§ **Problem details**:
Pictures in the entries below are excluded; copy only the lines from the one containing "middle pip: (237, 218)" to the one containing "thumb ip: (472, 286)", both included.

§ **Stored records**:

<<<<

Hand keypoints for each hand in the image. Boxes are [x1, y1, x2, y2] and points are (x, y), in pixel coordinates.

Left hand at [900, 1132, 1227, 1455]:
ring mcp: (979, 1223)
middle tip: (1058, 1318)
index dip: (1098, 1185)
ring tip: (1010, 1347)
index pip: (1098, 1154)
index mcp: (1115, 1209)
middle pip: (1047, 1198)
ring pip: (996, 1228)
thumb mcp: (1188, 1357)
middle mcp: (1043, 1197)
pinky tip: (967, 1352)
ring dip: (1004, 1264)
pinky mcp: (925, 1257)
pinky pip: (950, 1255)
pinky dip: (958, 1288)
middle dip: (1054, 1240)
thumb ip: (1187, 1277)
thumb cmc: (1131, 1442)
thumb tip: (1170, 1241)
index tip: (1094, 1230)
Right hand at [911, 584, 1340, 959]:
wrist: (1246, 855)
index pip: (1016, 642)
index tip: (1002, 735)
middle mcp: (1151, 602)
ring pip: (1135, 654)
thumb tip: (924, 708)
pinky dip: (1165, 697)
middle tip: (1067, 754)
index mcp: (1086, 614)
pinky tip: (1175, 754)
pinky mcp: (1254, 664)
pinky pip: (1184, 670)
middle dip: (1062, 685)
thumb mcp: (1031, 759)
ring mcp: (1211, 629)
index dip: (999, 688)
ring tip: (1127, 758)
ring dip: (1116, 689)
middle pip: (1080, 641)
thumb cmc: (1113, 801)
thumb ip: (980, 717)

>>>>
<<<<

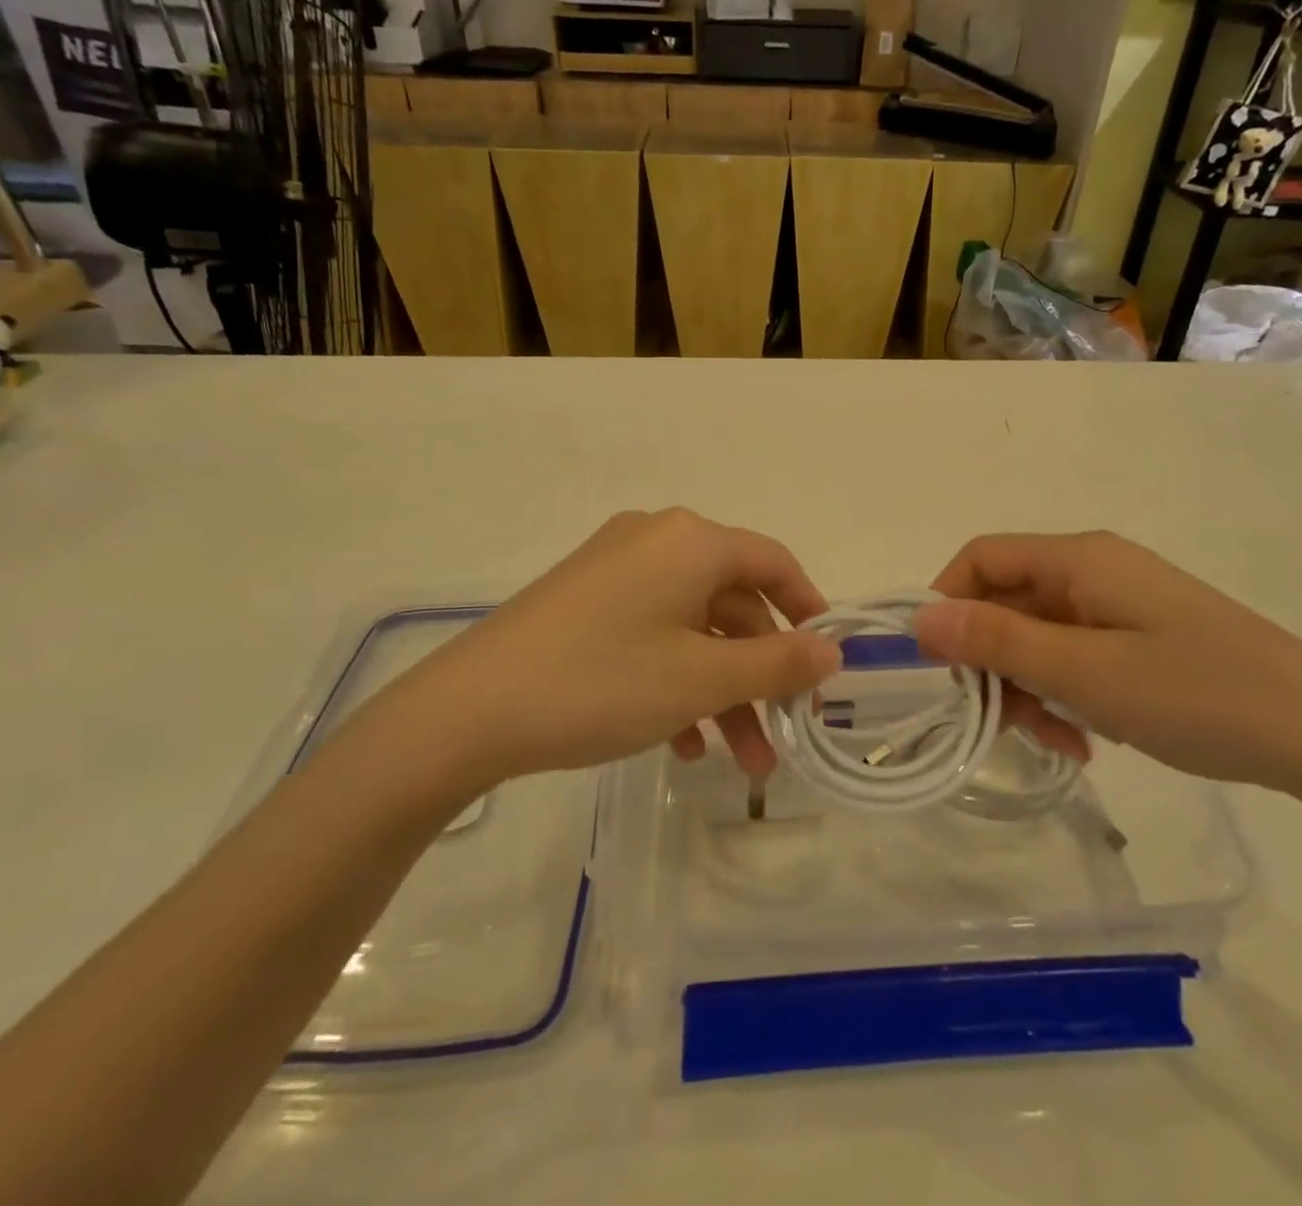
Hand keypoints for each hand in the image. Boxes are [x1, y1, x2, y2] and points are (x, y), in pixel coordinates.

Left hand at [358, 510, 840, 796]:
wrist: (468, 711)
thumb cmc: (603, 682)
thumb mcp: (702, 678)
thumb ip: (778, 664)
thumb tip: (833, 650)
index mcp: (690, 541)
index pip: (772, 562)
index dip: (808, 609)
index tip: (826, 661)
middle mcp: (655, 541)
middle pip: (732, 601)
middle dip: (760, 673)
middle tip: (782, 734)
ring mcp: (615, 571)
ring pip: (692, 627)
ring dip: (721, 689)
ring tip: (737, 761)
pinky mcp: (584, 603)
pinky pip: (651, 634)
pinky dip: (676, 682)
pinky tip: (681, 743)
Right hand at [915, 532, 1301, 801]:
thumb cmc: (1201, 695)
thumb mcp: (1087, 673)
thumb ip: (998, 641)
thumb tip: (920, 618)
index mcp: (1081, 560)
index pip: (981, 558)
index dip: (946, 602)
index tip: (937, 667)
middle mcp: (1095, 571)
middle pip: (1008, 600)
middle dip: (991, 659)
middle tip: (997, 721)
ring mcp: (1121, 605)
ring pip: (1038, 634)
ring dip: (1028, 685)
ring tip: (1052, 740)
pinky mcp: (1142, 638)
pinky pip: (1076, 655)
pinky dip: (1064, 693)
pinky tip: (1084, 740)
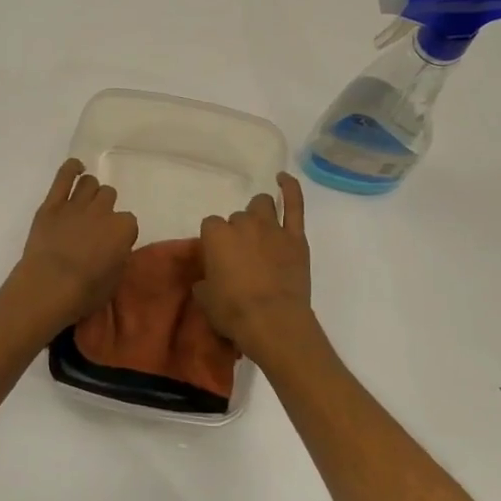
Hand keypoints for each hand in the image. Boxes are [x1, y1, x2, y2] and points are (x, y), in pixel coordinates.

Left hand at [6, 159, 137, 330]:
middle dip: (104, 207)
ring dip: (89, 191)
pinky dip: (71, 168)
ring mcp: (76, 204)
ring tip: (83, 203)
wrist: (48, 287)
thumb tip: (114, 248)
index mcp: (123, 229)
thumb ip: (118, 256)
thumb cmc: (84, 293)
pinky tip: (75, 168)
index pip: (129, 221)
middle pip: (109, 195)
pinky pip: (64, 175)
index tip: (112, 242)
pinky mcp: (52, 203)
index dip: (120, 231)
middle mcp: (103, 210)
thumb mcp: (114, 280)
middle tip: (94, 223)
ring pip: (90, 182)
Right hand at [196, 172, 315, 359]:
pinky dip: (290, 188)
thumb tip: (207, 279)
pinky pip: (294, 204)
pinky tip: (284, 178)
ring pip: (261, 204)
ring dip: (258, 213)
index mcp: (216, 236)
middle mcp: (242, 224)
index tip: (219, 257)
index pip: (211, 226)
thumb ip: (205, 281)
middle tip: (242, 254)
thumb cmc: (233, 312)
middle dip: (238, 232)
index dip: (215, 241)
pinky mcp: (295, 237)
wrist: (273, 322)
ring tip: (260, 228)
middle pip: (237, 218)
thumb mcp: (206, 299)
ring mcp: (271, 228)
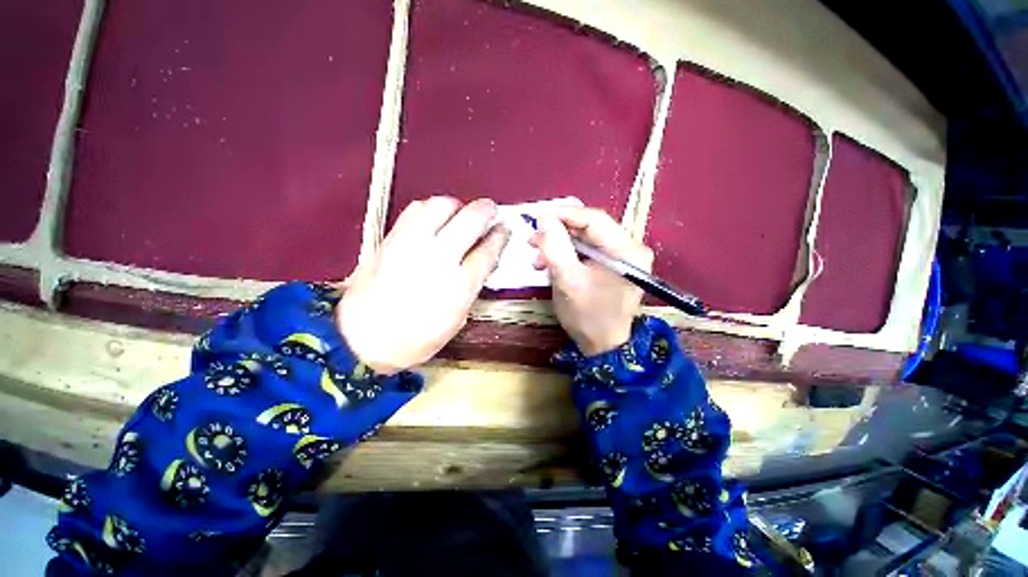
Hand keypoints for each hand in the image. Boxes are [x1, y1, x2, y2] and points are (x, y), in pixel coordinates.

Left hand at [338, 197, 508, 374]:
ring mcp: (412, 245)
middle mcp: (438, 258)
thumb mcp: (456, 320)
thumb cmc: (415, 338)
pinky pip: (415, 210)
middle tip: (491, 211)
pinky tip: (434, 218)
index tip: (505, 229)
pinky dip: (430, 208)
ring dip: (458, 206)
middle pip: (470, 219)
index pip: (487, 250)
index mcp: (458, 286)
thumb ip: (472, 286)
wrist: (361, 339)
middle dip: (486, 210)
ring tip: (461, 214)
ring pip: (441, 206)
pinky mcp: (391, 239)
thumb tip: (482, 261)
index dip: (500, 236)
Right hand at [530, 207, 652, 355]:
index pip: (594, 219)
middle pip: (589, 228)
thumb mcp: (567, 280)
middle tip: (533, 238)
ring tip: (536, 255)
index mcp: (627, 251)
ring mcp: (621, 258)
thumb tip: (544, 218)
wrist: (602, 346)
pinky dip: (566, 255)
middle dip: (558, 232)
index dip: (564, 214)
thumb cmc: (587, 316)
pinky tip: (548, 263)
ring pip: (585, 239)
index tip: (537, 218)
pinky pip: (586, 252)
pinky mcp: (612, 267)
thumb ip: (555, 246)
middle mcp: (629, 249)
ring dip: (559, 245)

>>>>

§ **Output**:
middle pip: (237, 218)
thumb mcp: (206, 299)
ring mcp: (271, 228)
Hand keypoints for each hand in the image. Boxes are [x1, y1, x2, y2] and points are (x, y), in pixel coordinates.

Left hand at [338, 197, 508, 374]:
ring mcp: (412, 245)
middle mcp: (438, 258)
thumb mcp: (456, 320)
thumb cmc: (415, 338)
pinky pip: (415, 210)
middle tip: (491, 211)
pinky tip: (434, 218)
index tip: (505, 229)
pinky dip: (430, 208)
ring dip: (458, 206)
middle pip: (470, 219)
index pip: (487, 250)
index mcp: (458, 286)
thumb ip: (472, 286)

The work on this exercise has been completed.